▶ _Your objective_
Report how many lines in the following entries contain "toyoake". Nothing else should be given.

[Records from a data source]
BEGIN

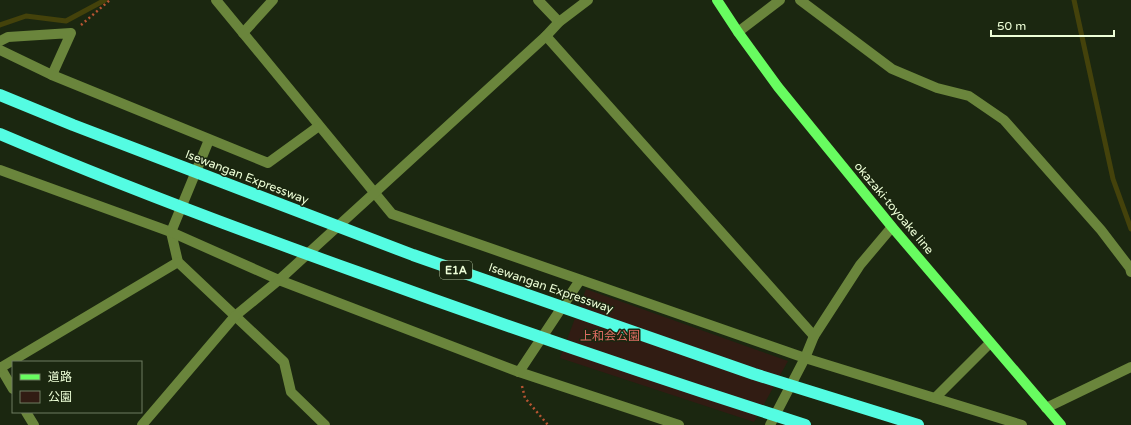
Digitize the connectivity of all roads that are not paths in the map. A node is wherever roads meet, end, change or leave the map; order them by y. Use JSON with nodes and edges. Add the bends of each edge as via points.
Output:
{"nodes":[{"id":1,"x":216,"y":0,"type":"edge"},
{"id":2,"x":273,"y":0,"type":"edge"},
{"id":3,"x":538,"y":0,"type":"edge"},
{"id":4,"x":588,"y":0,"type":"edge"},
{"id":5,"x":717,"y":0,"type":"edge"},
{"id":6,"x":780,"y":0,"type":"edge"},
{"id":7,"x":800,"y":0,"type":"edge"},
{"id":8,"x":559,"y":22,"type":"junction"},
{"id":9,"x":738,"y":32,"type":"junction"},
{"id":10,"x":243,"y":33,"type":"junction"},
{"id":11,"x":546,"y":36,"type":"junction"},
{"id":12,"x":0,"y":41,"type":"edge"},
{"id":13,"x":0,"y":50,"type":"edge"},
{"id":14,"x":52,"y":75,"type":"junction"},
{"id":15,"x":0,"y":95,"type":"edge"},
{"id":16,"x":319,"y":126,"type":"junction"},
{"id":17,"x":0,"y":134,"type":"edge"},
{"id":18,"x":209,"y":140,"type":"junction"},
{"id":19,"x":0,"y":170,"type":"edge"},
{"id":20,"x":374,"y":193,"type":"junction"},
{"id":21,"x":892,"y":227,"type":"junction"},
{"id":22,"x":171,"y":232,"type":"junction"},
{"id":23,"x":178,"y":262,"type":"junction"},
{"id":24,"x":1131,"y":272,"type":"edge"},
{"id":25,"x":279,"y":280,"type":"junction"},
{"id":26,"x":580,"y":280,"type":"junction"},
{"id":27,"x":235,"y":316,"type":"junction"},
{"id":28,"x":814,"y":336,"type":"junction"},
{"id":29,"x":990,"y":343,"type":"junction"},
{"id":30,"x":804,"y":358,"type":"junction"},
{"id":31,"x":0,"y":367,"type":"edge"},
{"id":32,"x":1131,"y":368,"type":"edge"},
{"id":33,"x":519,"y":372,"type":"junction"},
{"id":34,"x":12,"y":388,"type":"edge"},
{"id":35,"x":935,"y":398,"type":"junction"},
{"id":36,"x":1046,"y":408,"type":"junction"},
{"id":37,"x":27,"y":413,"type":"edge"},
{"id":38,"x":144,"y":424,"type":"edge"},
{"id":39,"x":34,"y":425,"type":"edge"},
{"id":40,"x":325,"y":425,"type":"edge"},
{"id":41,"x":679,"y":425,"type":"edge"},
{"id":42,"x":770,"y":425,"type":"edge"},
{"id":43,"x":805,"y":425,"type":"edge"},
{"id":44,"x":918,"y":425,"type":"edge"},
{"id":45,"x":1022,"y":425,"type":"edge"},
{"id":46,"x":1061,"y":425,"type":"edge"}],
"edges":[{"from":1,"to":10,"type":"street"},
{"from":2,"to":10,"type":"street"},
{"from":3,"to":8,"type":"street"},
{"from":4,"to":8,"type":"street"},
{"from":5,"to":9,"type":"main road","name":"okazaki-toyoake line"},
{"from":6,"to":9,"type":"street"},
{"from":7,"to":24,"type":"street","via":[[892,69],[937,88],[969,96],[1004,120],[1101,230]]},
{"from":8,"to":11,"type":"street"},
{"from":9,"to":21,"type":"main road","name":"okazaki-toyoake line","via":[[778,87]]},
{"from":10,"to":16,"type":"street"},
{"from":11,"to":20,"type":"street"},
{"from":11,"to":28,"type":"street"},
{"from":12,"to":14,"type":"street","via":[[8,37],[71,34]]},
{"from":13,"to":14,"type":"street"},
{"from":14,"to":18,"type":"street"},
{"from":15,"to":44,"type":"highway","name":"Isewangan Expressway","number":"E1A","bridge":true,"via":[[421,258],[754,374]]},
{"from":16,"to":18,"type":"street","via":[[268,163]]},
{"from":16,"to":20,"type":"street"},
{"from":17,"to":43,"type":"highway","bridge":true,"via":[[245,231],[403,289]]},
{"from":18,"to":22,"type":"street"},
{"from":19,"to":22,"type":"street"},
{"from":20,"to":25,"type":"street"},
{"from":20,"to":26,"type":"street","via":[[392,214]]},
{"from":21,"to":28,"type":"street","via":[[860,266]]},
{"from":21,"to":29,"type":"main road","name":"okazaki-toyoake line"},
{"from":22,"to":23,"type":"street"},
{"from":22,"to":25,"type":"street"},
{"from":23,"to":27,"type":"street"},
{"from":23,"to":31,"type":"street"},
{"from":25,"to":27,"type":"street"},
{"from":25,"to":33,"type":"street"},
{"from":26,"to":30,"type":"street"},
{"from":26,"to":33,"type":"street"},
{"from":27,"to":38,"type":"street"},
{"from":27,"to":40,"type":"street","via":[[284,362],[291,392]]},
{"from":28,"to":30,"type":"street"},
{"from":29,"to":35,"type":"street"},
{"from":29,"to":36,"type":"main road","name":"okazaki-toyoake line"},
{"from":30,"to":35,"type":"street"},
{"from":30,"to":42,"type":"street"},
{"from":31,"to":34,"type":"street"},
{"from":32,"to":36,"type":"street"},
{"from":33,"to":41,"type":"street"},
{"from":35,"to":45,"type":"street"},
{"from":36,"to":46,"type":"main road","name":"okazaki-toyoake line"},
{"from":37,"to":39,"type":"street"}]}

END

▶ _Task output_
5